> _Work instruction_:
Reproduce exactly the span of lines that opens with the line containing "Annotation task. Transcribe" and closes with the last line of the entries below.

[Stored items]
══════════

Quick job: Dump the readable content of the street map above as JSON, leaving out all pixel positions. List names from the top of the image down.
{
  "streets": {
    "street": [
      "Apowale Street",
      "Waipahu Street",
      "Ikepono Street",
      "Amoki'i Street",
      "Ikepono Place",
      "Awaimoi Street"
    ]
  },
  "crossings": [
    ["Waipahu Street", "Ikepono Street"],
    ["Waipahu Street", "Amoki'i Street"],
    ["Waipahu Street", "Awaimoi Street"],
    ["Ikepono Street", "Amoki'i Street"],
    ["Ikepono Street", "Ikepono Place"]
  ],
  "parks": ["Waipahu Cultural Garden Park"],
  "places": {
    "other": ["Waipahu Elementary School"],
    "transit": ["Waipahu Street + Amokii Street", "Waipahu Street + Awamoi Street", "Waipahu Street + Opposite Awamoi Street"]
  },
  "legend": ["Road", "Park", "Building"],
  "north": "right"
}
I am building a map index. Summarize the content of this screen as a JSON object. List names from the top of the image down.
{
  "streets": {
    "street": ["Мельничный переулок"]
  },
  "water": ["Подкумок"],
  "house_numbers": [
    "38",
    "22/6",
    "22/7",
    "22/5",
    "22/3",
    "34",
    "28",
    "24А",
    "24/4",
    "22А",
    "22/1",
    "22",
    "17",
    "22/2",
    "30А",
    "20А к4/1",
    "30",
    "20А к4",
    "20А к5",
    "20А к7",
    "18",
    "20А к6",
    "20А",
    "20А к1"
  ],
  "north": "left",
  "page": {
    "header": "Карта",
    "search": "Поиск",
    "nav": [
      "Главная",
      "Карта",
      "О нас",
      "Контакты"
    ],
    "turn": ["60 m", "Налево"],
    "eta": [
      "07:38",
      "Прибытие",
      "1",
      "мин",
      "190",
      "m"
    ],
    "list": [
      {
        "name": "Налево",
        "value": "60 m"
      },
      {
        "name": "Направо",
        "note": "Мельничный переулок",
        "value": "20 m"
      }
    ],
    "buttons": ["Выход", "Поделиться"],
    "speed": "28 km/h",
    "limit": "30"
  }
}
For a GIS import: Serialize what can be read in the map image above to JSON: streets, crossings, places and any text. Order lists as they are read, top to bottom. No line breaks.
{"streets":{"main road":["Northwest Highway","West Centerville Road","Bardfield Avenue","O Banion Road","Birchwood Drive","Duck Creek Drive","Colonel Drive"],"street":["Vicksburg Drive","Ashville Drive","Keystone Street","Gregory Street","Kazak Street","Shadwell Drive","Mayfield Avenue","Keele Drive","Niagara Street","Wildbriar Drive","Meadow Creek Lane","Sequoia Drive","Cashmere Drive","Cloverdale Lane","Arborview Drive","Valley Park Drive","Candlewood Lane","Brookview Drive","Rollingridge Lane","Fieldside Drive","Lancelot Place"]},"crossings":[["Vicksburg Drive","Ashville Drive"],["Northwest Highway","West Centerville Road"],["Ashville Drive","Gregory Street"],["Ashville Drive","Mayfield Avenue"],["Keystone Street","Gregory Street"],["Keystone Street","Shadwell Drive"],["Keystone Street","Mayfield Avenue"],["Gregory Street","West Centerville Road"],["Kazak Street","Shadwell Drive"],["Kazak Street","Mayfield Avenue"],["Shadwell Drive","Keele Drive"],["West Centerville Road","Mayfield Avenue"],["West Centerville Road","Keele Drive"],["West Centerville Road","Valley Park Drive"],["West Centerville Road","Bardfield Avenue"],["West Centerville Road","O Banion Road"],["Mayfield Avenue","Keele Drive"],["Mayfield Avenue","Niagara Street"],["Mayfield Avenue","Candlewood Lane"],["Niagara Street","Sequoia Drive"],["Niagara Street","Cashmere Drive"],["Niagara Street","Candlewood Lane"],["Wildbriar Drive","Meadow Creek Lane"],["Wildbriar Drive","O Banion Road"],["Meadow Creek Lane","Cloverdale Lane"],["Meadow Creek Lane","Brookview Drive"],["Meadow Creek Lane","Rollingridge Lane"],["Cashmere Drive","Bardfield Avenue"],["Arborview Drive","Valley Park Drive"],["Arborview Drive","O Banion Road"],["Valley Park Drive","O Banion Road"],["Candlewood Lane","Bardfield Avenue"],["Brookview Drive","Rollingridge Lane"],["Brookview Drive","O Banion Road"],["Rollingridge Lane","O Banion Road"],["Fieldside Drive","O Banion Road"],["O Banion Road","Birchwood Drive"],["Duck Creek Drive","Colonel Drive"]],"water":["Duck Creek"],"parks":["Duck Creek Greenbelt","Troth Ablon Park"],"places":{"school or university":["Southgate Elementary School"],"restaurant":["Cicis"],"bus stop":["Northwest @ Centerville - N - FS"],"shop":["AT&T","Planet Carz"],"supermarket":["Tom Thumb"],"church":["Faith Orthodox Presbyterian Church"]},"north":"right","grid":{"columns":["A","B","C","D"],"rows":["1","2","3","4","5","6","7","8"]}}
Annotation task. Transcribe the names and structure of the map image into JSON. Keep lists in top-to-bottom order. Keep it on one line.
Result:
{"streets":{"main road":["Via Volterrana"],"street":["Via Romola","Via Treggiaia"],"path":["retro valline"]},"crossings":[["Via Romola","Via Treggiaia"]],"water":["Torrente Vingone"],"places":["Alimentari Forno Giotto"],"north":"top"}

══════════

> _Output for this task_:
Annotation task. Transcribe the names and structure of the map image into JSON. Keep lists in top-to-bottom order. Keep it on one line.
Result:
{"streets":{"main road":["Via Volterrana"],"street":["Via Romola","Via Treggiaia"],"path":["retro valline"]},"crossings":[["Via Romola","Via Treggiaia"]],"water":["Torrente Vingone"],"places":["Alimentari Forno Giotto"],"north":"top"}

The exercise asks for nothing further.